Given information Start Marker

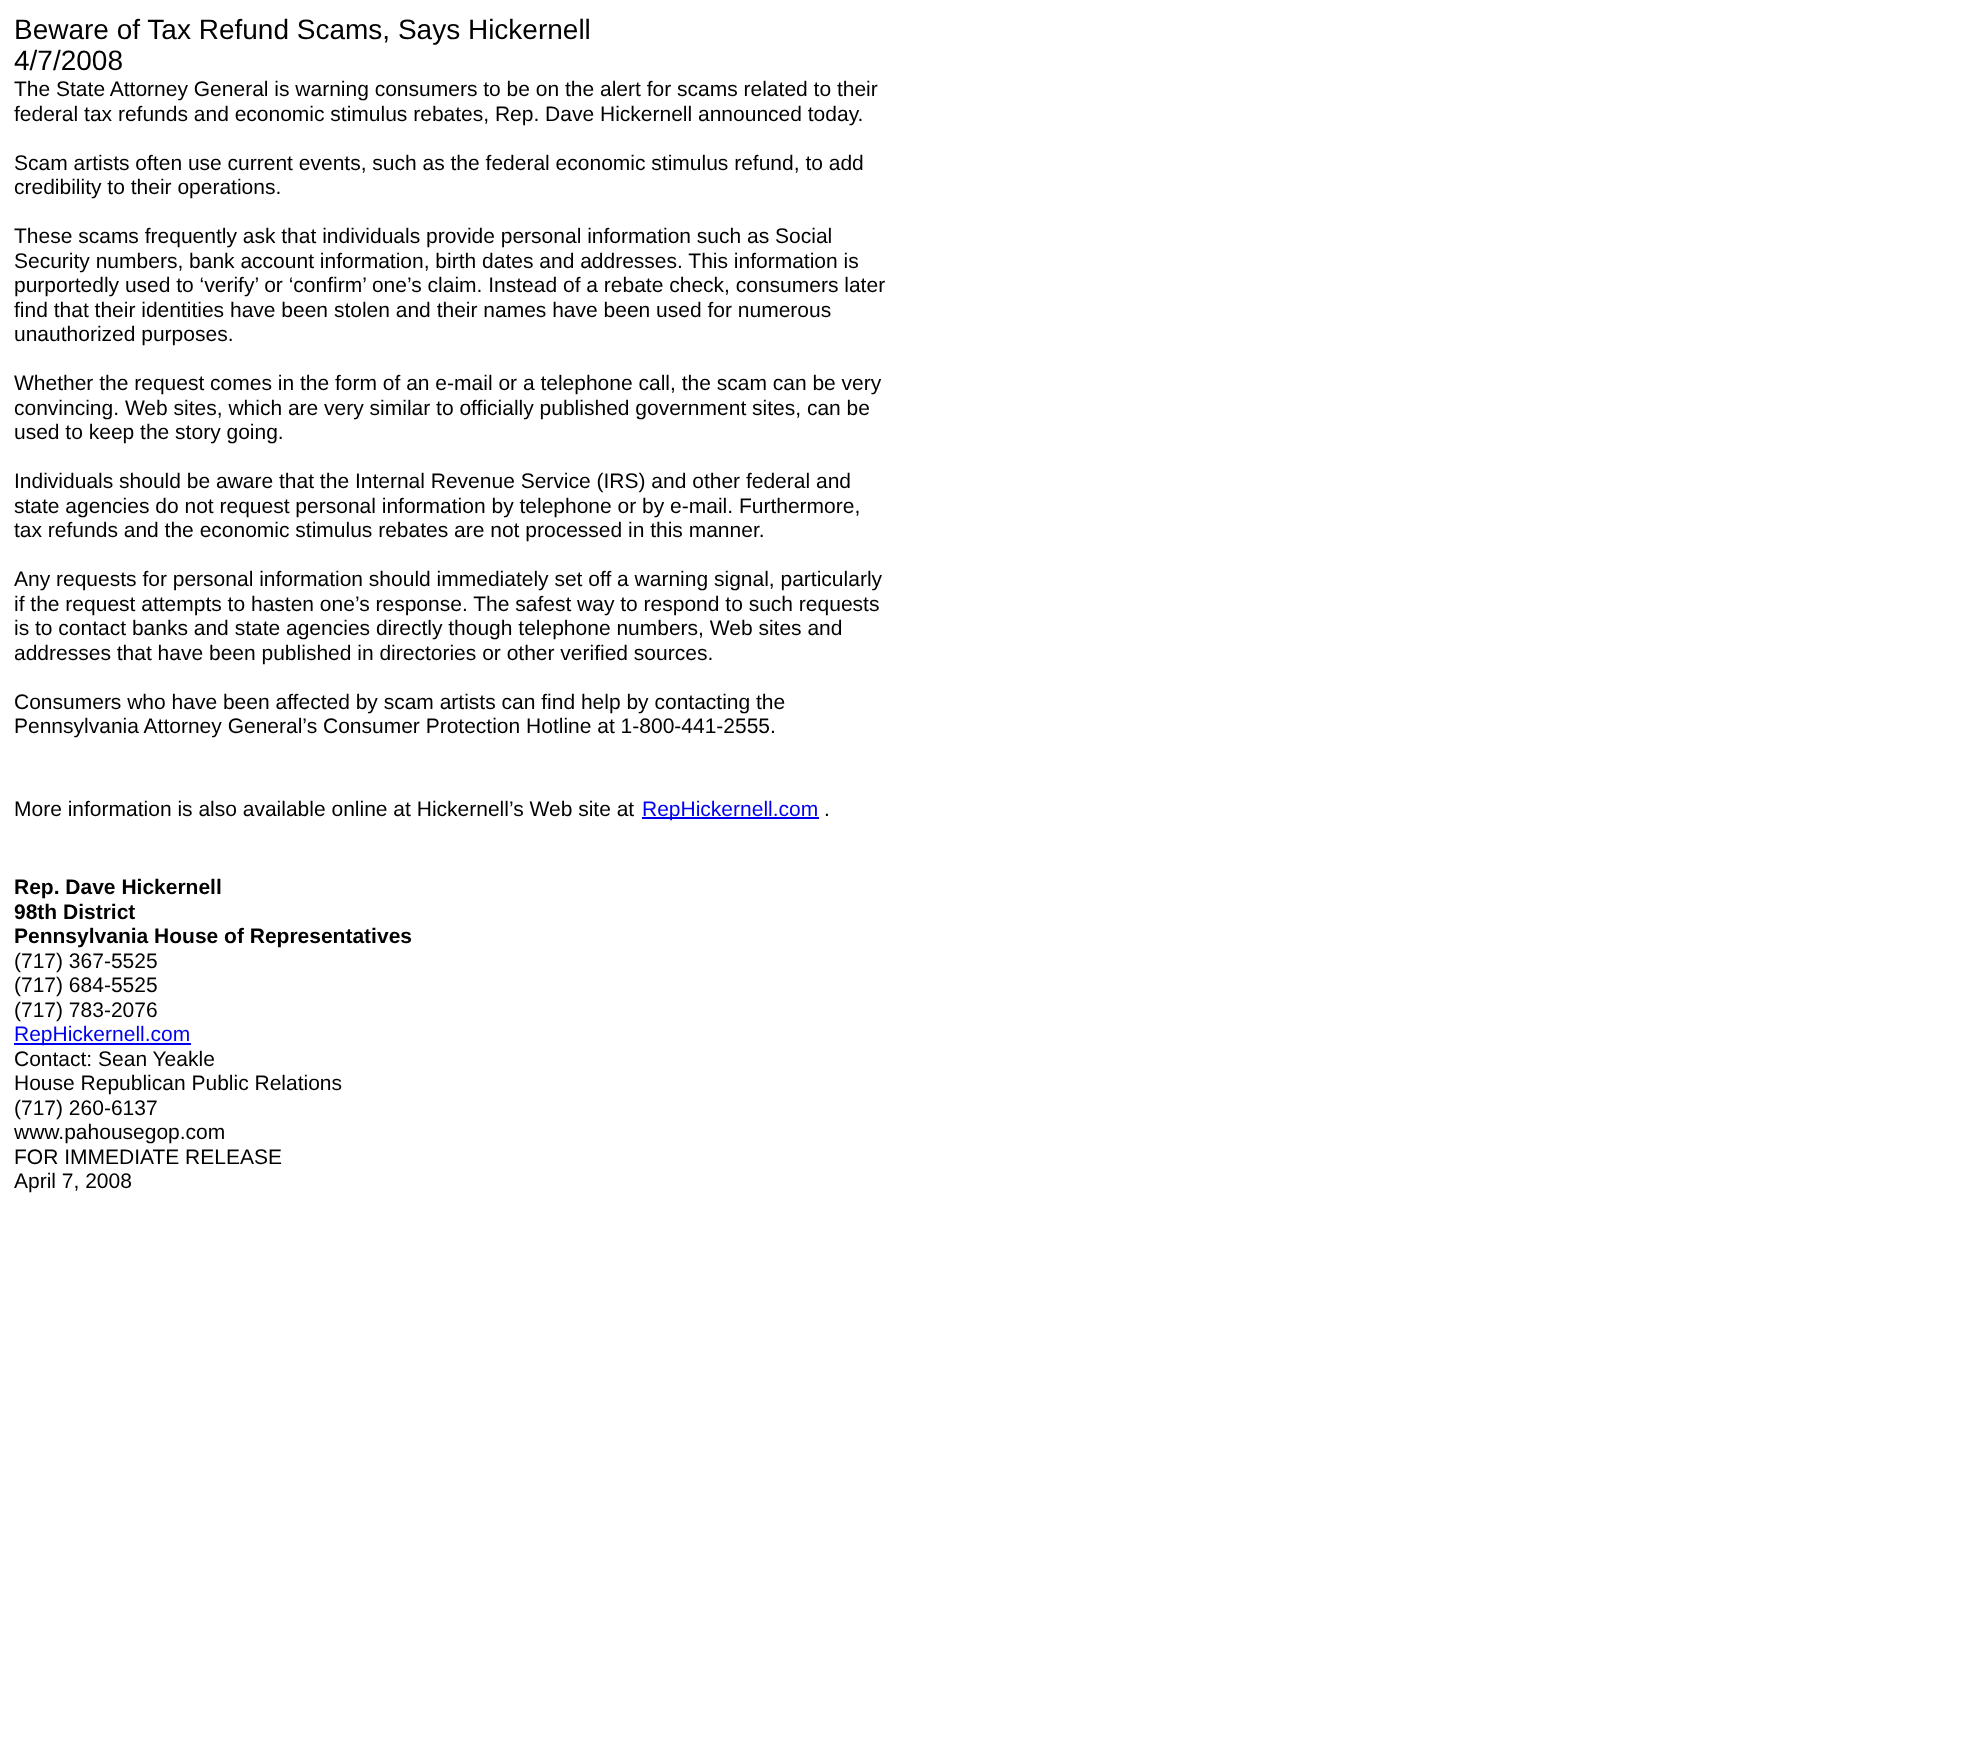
async function draw(canvas) {
  canvas.width = 1982;
  canvas.height = 1760;
  const ctx = canvas.getContext('2d');
  ctx.miterLimit = 4;
  ctx.fontKerning = 'normal';
  function label(s, x, y, font, color) {
    ctx.font = font;
    ctx.fillStyle = color;
    ctx.fillText(s, x, y);
  }
  function rect(x, y, w, h, color) {
    ctx.fillStyle = color;
    ctx.fillRect(x, y, w, h);
  }

  rect(0, 0, 1982, 1760, '#fff');
  label('Beware of Tax Refund Scams, Says Hickernell', 14, 39, '28px Liberation Sans', '#000');
  label('4/7/2008', 14, 70, '28px Liberation Sans', '#000');
  label('The State Attorney General is warning consumers to be on the alert for scams related to their', 14, 96, '21px Liberation Sans', '#000');
  label('federal tax refunds and economic stimulus rebates, Rep. Dave Hickernell announced today.', 14, 121, '21px Liberation Sans', '#000');
  label('Scam artists often use current events, such as the federal economic stimulus refund, to add', 14, 170, '21px Liberation Sans', '#000');
  label('credibility to their operations.', 14, 194, '21px Liberation Sans', '#000');
  label('These scams frequently ask that individuals provide personal information such as Social', 14, 243, '21px Liberation Sans', '#000');
  label('Security numbers, bank account information, birth dates and addresses. This information is', 14, 268, '21px Liberation Sans', '#000');
  label('purportedly used to ‘verify’ or ‘confirm’ one’s claim. Instead of a rebate check, consumers later', 14, 292, '21px Liberation Sans', '#000');
  label('find that their identities have been stolen and their names have been used for numerous', 14, 317, '21px Liberation Sans', '#000');
  label('unauthorized purposes.', 14, 341, '21px Liberation Sans', '#000');
  label('Whether the request comes in the form of an e-mail or a telephone call, the scam can be very', 14, 390, '21px Liberation Sans', '#000');
  label('convincing. Web sites, which are very similar to officially published government sites, can be', 14, 415, '21px Liberation Sans', '#000');
  label('used to keep the story going.', 14, 439, '21px Liberation Sans', '#000');
  label('Individuals should be aware that the Internal Revenue Service (IRS) and other federal and', 14, 488, '21px Liberation Sans', '#000');
  label('state agencies do not request personal information by telephone or by e-mail. Furthermore,', 14, 513, '21px Liberation Sans', '#000');
  label('tax refunds and the economic stimulus rebates are not processed in this manner.', 14, 537, '21px Liberation Sans', '#000');
  label('Any requests for personal information should immediately set off a warning signal, particularly', 14, 586, '21px Liberation Sans', '#000');
  label('if the request attempts to hasten one’s response. The safest way to respond to such requests', 14, 611, '21px Liberation Sans', '#000');
  label('is to contact banks and state agencies directly though telephone numbers, Web sites and', 14, 635, '21px Liberation Sans', '#000');
  label('addresses that have been published in directories or other verified sources.', 14, 660, '21px Liberation Sans', '#000');
  label('Consumers who have been affected by scam artists can find help by contacting the', 14, 709, '21px Liberation Sans', '#000');
  label('Pennsylvania Attorney General’s Consumer Protection Hotline at 1-800-441-2555.', 14, 733, '21px Liberation Sans', '#000');
  label('More information is also available online at Hickernell’s Web site at', 14, 816, '21px Liberation Sans', '#000');
  rect(642, 817, 177, 2, '#00e');
  label('RepHickernell.com', 642, 816, '21px Liberation Sans', '#00e');
  label('.', 824, 816, '21px Liberation Sans', '#000');
  label('Rep. Dave Hickernell', 14, 894, 'bold 21px Liberation Sans', '#000');
  label('98th District', 14, 919, 'bold 21px Liberation Sans', '#000');
  label('Pennsylvania House of Representatives', 14, 943, 'bold 21px Liberation Sans', '#000');
  label('(717) 367-5525', 14, 968, '21px Liberation Sans', '#000');
  label('(717) 684-5525', 14, 992, '21px Liberation Sans', '#000');
  label('(717) 783-2076', 14, 1017, '21px Liberation Sans', '#000');
  rect(14, 1043, 177, 2, '#00e');
  label('RepHickernell.com', 14, 1041, '21px Liberation Sans', '#00e');
  label('Contact: Sean Yeakle', 14, 1066, '21px Liberation Sans', '#000');
  label('House Republican Public Relations', 14, 1090, '21px Liberation Sans', '#000');
  label('(717) 260-6137', 14, 1115, '21px Liberation Sans', '#000');
  label('www.pahousegop.com', 14, 1139, '21px Liberation Sans', '#000');
  label('FOR IMMEDIATE RELEASE', 14, 1164, '21px Liberation Sans', '#000');
  label('April 7, 2008', 14, 1188, '21px Liberation Sans', '#000');
}

draw(document.querySelector('canvas'));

Given information End Marker

» **Task statement**:
The task here is to output the line with "label('www.pahousegop.com', 14, 1139, '21px" and all lines after it to the end of the records above, exactly and only those.

» **Solved problem**:
  label('www.pahousegop.com', 14, 1139, '21px Liberation Sans', '#000');
  label('FOR IMMEDIATE RELEASE', 14, 1164, '21px Liberation Sans', '#000');
  label('April 7, 2008', 14, 1188, '21px Liberation Sans', '#000');
}

draw(document.querySelector('canvas'));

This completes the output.